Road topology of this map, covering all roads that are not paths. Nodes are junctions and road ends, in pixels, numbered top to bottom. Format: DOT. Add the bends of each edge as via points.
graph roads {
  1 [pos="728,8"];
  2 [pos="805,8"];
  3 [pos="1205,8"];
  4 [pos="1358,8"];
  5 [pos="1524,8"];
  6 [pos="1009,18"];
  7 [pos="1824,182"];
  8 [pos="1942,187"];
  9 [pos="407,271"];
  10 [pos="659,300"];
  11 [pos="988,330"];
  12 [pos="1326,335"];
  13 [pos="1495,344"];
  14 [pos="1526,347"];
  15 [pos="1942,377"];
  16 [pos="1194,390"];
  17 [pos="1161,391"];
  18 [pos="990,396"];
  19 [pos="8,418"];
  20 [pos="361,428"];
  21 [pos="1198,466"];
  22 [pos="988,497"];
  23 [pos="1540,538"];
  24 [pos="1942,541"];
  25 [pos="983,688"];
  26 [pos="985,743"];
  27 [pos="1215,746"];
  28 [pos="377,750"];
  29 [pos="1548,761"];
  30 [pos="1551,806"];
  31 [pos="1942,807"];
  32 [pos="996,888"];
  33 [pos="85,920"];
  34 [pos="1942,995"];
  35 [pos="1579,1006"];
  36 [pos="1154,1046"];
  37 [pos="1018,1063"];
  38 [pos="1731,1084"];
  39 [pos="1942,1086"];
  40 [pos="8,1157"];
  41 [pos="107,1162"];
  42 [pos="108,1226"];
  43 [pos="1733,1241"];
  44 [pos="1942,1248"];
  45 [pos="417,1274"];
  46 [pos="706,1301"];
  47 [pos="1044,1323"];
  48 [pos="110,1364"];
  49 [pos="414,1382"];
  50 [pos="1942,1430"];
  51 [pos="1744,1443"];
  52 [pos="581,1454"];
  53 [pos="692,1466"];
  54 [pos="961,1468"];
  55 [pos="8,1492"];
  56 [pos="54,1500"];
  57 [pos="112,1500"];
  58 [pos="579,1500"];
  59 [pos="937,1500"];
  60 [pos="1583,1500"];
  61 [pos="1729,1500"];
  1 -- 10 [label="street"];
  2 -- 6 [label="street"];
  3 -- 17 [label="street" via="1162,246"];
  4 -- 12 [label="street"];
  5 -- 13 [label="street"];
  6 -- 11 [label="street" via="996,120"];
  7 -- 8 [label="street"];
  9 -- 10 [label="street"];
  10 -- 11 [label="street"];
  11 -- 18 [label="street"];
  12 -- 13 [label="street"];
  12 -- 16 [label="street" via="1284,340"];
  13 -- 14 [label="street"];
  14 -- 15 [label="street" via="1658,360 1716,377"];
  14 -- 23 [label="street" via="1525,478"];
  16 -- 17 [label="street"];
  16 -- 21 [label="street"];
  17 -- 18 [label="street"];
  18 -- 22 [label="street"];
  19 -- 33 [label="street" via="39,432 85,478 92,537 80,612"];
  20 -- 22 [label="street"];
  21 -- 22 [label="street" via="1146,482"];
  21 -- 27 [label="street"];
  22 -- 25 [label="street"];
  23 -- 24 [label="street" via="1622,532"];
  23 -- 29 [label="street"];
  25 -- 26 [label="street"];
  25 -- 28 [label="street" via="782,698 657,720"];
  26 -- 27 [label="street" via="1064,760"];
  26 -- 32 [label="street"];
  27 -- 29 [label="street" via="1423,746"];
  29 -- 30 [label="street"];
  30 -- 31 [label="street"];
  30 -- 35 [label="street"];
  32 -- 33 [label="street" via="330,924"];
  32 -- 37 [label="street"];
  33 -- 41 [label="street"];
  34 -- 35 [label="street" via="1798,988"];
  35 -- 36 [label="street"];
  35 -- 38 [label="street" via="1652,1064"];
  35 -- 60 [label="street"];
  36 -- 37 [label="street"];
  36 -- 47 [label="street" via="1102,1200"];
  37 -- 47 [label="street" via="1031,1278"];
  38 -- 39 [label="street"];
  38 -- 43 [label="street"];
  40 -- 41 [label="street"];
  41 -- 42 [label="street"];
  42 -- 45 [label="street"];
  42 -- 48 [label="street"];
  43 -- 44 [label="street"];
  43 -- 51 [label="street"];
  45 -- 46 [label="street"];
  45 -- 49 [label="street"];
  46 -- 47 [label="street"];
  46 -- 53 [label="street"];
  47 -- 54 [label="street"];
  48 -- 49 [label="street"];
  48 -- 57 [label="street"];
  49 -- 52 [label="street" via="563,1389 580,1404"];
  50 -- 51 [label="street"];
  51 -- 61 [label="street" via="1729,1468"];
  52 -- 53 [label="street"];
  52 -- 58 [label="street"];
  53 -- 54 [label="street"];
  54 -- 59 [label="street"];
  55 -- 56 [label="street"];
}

****************

▶ [Directions for this task]
The full set of records, transcribed exactly, is the answer.

▶ [Exercise result]
Road topology of this map, covering all roads that are not paths. Nodes are junctions and road ends, in pixels, numbered top to bottom. Format: DOT. Add the bends of each edge as via points.
graph roads {
  1 [pos="728,8"];
  2 [pos="805,8"];
  3 [pos="1205,8"];
  4 [pos="1358,8"];
  5 [pos="1524,8"];
  6 [pos="1009,18"];
  7 [pos="1824,182"];
  8 [pos="1942,187"];
  9 [pos="407,271"];
  10 [pos="659,300"];
  11 [pos="988,330"];
  12 [pos="1326,335"];
  13 [pos="1495,344"];
  14 [pos="1526,347"];
  15 [pos="1942,377"];
  16 [pos="1194,390"];
  17 [pos="1161,391"];
  18 [pos="990,396"];
  19 [pos="8,418"];
  20 [pos="361,428"];
  21 [pos="1198,466"];
  22 [pos="988,497"];
  23 [pos="1540,538"];
  24 [pos="1942,541"];
  25 [pos="983,688"];
  26 [pos="985,743"];
  27 [pos="1215,746"];
  28 [pos="377,750"];
  29 [pos="1548,761"];
  30 [pos="1551,806"];
  31 [pos="1942,807"];
  32 [pos="996,888"];
  33 [pos="85,920"];
  34 [pos="1942,995"];
  35 [pos="1579,1006"];
  36 [pos="1154,1046"];
  37 [pos="1018,1063"];
  38 [pos="1731,1084"];
  39 [pos="1942,1086"];
  40 [pos="8,1157"];
  41 [pos="107,1162"];
  42 [pos="108,1226"];
  43 [pos="1733,1241"];
  44 [pos="1942,1248"];
  45 [pos="417,1274"];
  46 [pos="706,1301"];
  47 [pos="1044,1323"];
  48 [pos="110,1364"];
  49 [pos="414,1382"];
  50 [pos="1942,1430"];
  51 [pos="1744,1443"];
  52 [pos="581,1454"];
  53 [pos="692,1466"];
  54 [pos="961,1468"];
  55 [pos="8,1492"];
  56 [pos="54,1500"];
  57 [pos="112,1500"];
  58 [pos="579,1500"];
  59 [pos="937,1500"];
  60 [pos="1583,1500"];
  61 [pos="1729,1500"];
  1 -- 10 [label="street"];
  2 -- 6 [label="street"];
  3 -- 17 [label="street" via="1162,246"];
  4 -- 12 [label="street"];
  5 -- 13 [label="street"];
  6 -- 11 [label="street" via="996,120"];
  7 -- 8 [label="street"];
  9 -- 10 [label="street"];
  10 -- 11 [label="street"];
  11 -- 18 [label="street"];
  12 -- 13 [label="street"];
  12 -- 16 [label="street" via="1284,340"];
  13 -- 14 [label="street"];
  14 -- 15 [label="street" via="1658,360 1716,377"];
  14 -- 23 [label="street" via="1525,478"];
  16 -- 17 [label="street"];
  16 -- 21 [label="street"];
  17 -- 18 [label="street"];
  18 -- 22 [label="street"];
  19 -- 33 [label="street" via="39,432 85,478 92,537 80,612"];
  20 -- 22 [label="street"];
  21 -- 22 [label="street" via="1146,482"];
  21 -- 27 [label="street"];
  22 -- 25 [label="street"];
  23 -- 24 [label="street" via="1622,532"];
  23 -- 29 [label="street"];
  25 -- 26 [label="street"];
  25 -- 28 [label="street" via="782,698 657,720"];
  26 -- 27 [label="street" via="1064,760"];
  26 -- 32 [label="street"];
  27 -- 29 [label="street" via="1423,746"];
  29 -- 30 [label="street"];
  30 -- 31 [label="street"];
  30 -- 35 [label="street"];
  32 -- 33 [label="street" via="330,924"];
  32 -- 37 [label="street"];
  33 -- 41 [label="street"];
  34 -- 35 [label="street" via="1798,988"];
  35 -- 36 [label="street"];
  35 -- 38 [label="street" via="1652,1064"];
  35 -- 60 [label="street"];
  36 -- 37 [label="street"];
  36 -- 47 [label="street" via="1102,1200"];
  37 -- 47 [label="street" via="1031,1278"];
  38 -- 39 [label="street"];
  38 -- 43 [label="street"];
  40 -- 41 [label="street"];
  41 -- 42 [label="street"];
  42 -- 45 [label="street"];
  42 -- 48 [label="street"];
  43 -- 44 [label="street"];
  43 -- 51 [label="street"];
  45 -- 46 [label="street"];
  45 -- 49 [label="street"];
  46 -- 47 [label="street"];
  46 -- 53 [label="street"];
  47 -- 54 [label="street"];
  48 -- 49 [label="street"];
  48 -- 57 [label="street"];
  49 -- 52 [label="street" via="563,1389 580,1404"];
  50 -- 51 [label="street"];
  51 -- 61 [label="street" via="1729,1468"];
  52 -- 53 [label="street"];
  52 -- 58 [label="street"];
  53 -- 54 [label="street"];
  54 -- 59 [label="street"];
  55 -- 56 [label="street"];
}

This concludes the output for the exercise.